In Gippsland, the Women’s Drought Support Network and the Women in Dairying Group were established. Women from every community background, not just from farming, supported these groups.
Until this time of crisis, there had been little social activity among communities, and certainly no support network lobbying specifically for farm and rural women.
An absence of support avenues meant that information was not shared around. However, women began to discover strength through building networks. Together, they found a voice to speak up about many shared regional and national concerns. The social impact on the family unit had strained to, and often beyond, the point of collapse. Women, as always, cared about how social and welfare issues were affecting their families. In times of hardship, bureaucratic and politicians’ attention had, as always, concentrated on the economics of the situation.

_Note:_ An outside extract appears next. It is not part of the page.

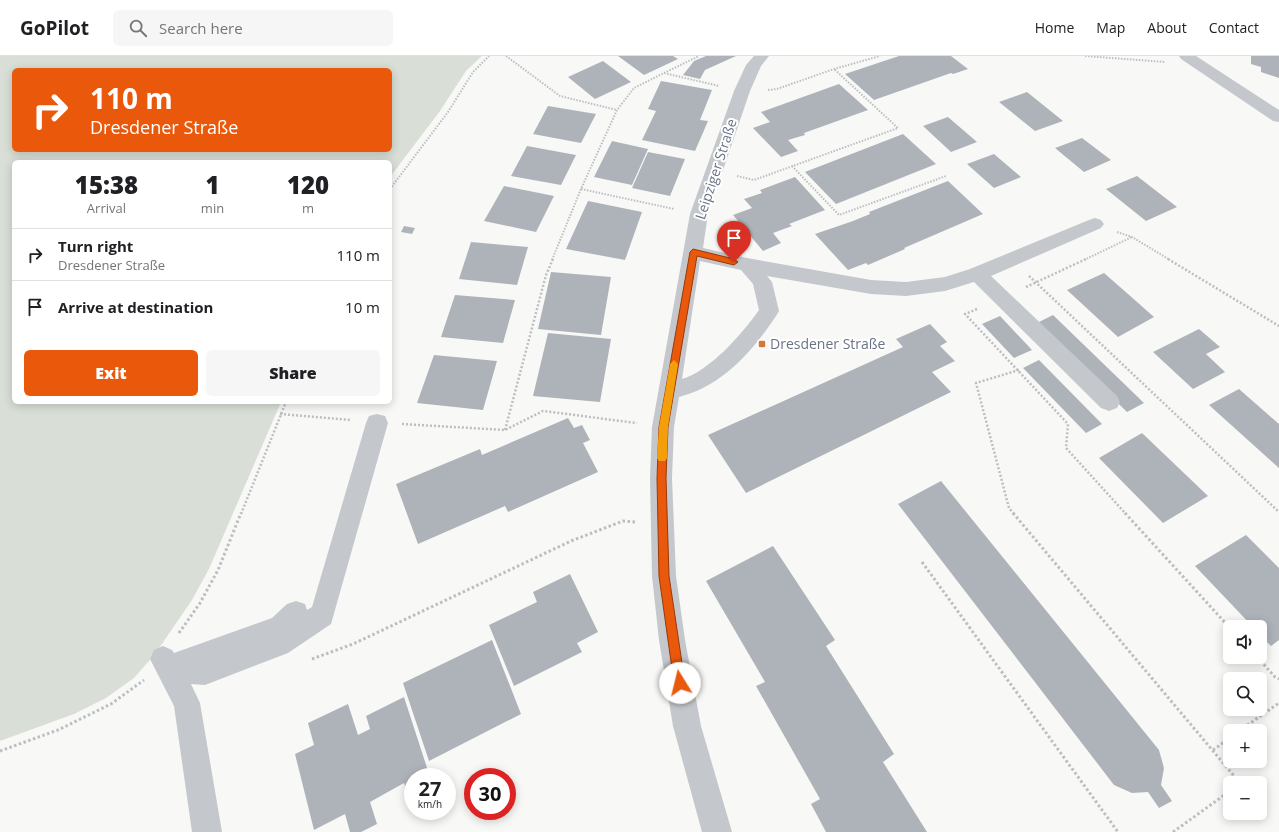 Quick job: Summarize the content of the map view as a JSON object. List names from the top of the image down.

Few male members of producers’ boards were prepared to take social or domestic issues seriously. Lobbying by women continued on a state and federal level throughout the 1980s.
During one of the many deputations, a senior minister of our national government offered women his “full support”, but declined to make a formal recommendation because he did not want to risk upsetting the male-dominated National Farmers’ Federation.
Disheartened, but not beaten, women persevered.
Some of the hard work finally paid off in 1986, contributing to the decision of the Victorian Government to establish the Rural Women’s Network.
In the late 1980s, Women in Agriculture workshops were held across Victoria, and Women on Farm skills courses began in the Warragul area. From these grew the Women on Farms Gatherings we know today. The first Gathering was held in Warragul 1990, convened by Shirley Martin.
In 1991, severe floods devastated parts of Gippsland. Women who, until this time, often did not even know their neighbour’s first names, were encouraged to develop their own strong community support network. For example, Wellington Farmlink was formed.
Although progress was being made, it was progress at a snail’s pace compared with that being achieved in other countries including Canada and the United States (US). We recognised that in order to truly succeed, Australian women needed to strike out on new paths, rather than travel the worn paths of accepted success. In the late 1980s I had an idea on how to draw attention to the main issues and have our voices heard at a local, state and national level. Farm women in the US and Canada had their own organisations as well as annual conferences where women met from all around the country and raised farm family issues, networked and lobbied governments. Why not do the same in Australia, I thought? And as well, invite international farm women and share their stories.
So, in 1991, I decided to attend the National Farm Women’s Conference in Canada. The idea for an International Conference on Women in Agriculture, and the establishment of a state-wide women in agriculture organisation became the goal and Gippsland women became part of a nationwide thrust, lobbying and seeking action, and continually raising the awareness of rural and agriculture women’s input to the economy. Rejection to the proposed conference came from many corners, including public servants. Some people were supportive and others, lacking vision, said it was impossible to achieve an international conference on women in agriculture in Melbourne.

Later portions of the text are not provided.